Most days I have battles with celko usually over use of IDENTITY, the latest and greatest his unacceptance that views are nothing more than inline expansion of the view metadata but more and more it's this particular formatting of dates, I've told him over and over again this problem exists yet in his reply I get called a Barbarian using nothing but local dialect or his latest rambling below...
"Well, as soon as the village of Cheapshire conquers the ISO Empire and
changes the Standards, I will do that. And I will convert my liters
to firkins and pay my bills with shillings and old pence, too! Long
live Queen Victoria!
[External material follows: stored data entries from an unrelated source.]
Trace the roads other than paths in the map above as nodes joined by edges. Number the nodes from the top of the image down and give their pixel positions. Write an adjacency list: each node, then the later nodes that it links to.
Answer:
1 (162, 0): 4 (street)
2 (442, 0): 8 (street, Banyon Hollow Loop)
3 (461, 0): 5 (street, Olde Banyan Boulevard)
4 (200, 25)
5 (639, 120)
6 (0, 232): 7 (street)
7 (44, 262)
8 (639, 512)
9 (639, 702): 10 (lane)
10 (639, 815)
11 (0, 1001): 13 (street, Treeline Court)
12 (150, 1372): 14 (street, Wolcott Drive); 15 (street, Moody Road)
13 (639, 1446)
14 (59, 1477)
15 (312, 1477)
LOL!"
Even though the date format to fix this problem is still ISO standard, I guess the guy has a level of ignorance and arrogance that won't allow him to accept he's wrong and thus modify his examples, after all he's been posting that format for a couple of decades now.
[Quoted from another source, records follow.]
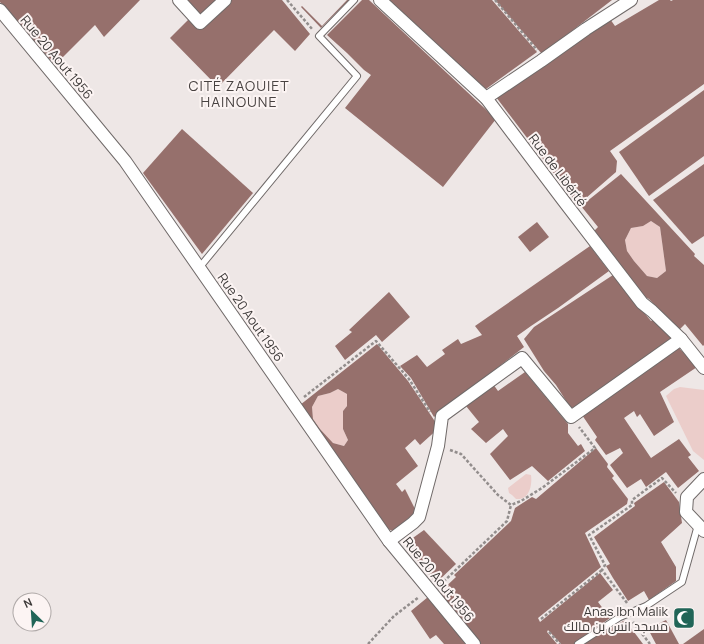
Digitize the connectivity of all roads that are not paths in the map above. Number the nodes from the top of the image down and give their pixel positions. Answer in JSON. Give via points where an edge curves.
{"nodes":[{"id":1,"x":179,"y":0,"type":"edge"},
{"id":2,"x":225,"y":0,"type":"edge"},
{"id":3,"x":354,"y":0,"type":"edge"},
{"id":4,"x":380,"y":0,"type":"edge"},
{"id":5,"x":631,"y":0,"type":"edge"},
{"id":6,"x":0,"y":10,"type":"edge"},
{"id":7,"x":486,"y":98,"type":"junction"},
{"id":8,"x":199,"y":268,"type":"junction"},
{"id":9,"x":682,"y":339,"type":"junction"},
{"id":10,"x":704,"y":368,"type":"edge"},
{"id":11,"x":704,"y":479,"type":"edge"},
{"id":12,"x":701,"y":528,"type":"edge"},
{"id":13,"x":389,"y":540,"type":"junction"},
{"id":14,"x":474,"y":644,"type":"edge"},
{"id":15,"x":578,"y":644,"type":"edge"}],
"edges":[{"from":1,"to":2,"type":"street","via":[[200,23]]},
{"from":3,"to":8,"type":"lane","via":[[319,36],[357,76]]},
{"from":4,"to":7,"type":"street","name":"Rue de Libérté"},
{"from":5,"to":7,"type":"street"},
{"from":6,"to":8,"type":"street","name":"Rue 20 Aout 1956","via":[[125,161]]},
{"from":7,"to":9,"type":"street","name":"Rue de Libérté","via":[[642,303]]},
{"from":8,"to":13,"type":"street","name":"Rue 20 Aout 1956"},
{"from":9,"to":10,"type":"street","name":"Rue de Libérté"},
{"from":9,"to":13,"type":"street","via":[[571,417],[522,358],[442,416],[438,446],[419,517]]},
{"from":11,"to":12,"type":"street","via":[[687,497],[686,503],[686,512]]},
{"from":12,"to":15,"type":"lane","via":[[682,582],[646,606],[620,617]]},
{"from":13,"to":14,"type":"street","name":"Rue 20 Aout 1956"}]}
If I get to a point in my career where I stop listening will somebody please tell me as that is the point where you stop learning, your knowledge stops expanding and your experience becomes limited.
The Problem
When is 2007-04-10 the 4th October? When the login is using the language British!
Take a look at this inconsistency ->
set
language British
select
cast( '2007-04-10' as datetime )
-----------------------
2007-10-04 00:00:00.000
set
language us_english
select
cast( '2007-04-10' as datetime )
-----------------------
2007-04-10 00:00:00.000
go
The Fix
Fixing this problem is easy, you have two formats that are still ISO standard, those are YYYY-MM-DDTHH:MM:SS and YYYYMMDD.
set
language British
select
cast( '20070410' as datetime )
-----------------------
2007-04-10 00:00:00.000
set
language us_english
select
cast( '20070410' as datetime )
-----------------------
2007-04-10 00:00:00.000
go
Additional
Aparently according to celko I've to read the ISO standard because there is only provision for using dashes; anyway here it is for further reading and yes the standard makes provision for dashes (deemed for human readability) and without dashes (deemed I guess for machine readability):
http://www.iso.org/iso/support/faqs/faqs_widely_used_standards/widely_used_standards_other/date_and_time_format.htm#how-it-works
"Representations can be in one of two formats: a basic format that has a minimal number of characters and an extended format that adds characters to enhance human readability. For example, the third of January 2003 can be represented as either 20030103 or 2003-01-03."
Yes, I find it shocking too that somebody who literally rams the standards down our throats on the public forums should be so out of date on this issue.
It will be interesting to see if he actually changes his examples now (we live in hope....).